Following Knauer, the result will be as follows - the multiplier for future loss of dependency to age 70 would be:

  • A’s earnings multiplier to age 70 (Table 11, 2.5% discount rate) at age 56 = 11.25.
  • 11.25 less reduction factor of 0.79 for contingencies other than mortality = 8.89.
  • The 16 years between death and trial are still past loss x £40,000 = £640,000. This figure is reduced by a factor to take account of the possibility of A’s death over that period of 16 years – approximately 0.98 (Table E – Ogden Tables, 7th Edition, page 25) = £627,200.
  • Half-rate interest (assuming 1% per annum over the 16 years) is 16% = £100,352.
  • B’s future loss = £40,000 x 8.89 = £355,600.
  • Total loss including interest = £627,200 + £100,352 + £355,600 = £1,083,152.

This is an extreme example, but it produces a difference of over £280,000. Typically, the difference between the two methods will be less pronounced but there will be substantial increases to most fatal accident claims involving a meaningful dependency.

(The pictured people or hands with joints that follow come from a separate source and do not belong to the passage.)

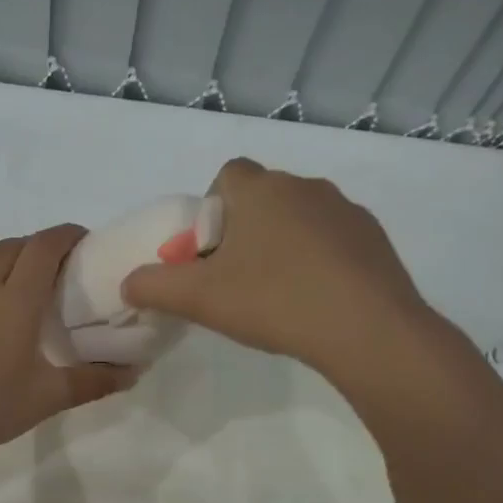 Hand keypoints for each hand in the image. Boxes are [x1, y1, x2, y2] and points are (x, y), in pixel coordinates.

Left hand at [0, 225, 136, 463]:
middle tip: (63, 264)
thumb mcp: (48, 397)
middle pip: (16, 246)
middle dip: (43, 244)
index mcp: (16, 300)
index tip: (86, 241)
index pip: (44, 248)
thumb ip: (93, 381)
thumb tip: (133, 373)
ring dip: (12, 252)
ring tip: (27, 272)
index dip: (67, 235)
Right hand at [120, 157, 434, 379]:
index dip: (211, 210)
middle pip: (261, 198)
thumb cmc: (273, 301)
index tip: (209, 252)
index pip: (226, 175)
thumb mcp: (199, 299)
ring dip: (283, 244)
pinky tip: (316, 299)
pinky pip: (333, 239)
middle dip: (244, 231)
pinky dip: (319, 260)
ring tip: (278, 294)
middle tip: (236, 279)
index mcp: (260, 190)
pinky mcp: (374, 238)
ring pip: (299, 218)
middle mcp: (304, 187)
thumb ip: (154, 286)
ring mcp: (345, 210)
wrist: (365, 328)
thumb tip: (129, 283)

The Law Commission had highlighted the problem with Cookson in 1999, and the Supreme Court took little persuading that the Cookson method was unfair. In fact the Defendant did not seek to argue that the Claimant’s argument was in principle wrong. Rather the Defendant pointed out that there are anomalies in the Fatal Accidents Act which place dependents in some ways in a better position than injured claimants, most obviously section 4 of the Fatal Accidents Act which prevents benefits flowing from the death (be they state benefits, widow’s pensions or otherwise) from being taken into account in calculating damages. Lord Sumption had criticised this anomaly in Cox v Ergo Versicherung AG [2014] UKSC 22 but of course section 4 was a policy decision implemented by Parliament whereas Cookson and Knauer were pure common-law decisions. The Defendant was anxious during submissions in Knauer not to suggest that damages in fatal accident cases were ‘too generous’ – hardly surprising when one considers the inadequacy of bereavement awards in England and Wales.

This is an important decision for all practitioners in Fatal Accident cases, and a very good outcome for claimants. In Knauer the financial effect of the decision was to increase damages by more than £50,000. In cases involving the death of high-earners the effect will be even more pronounced.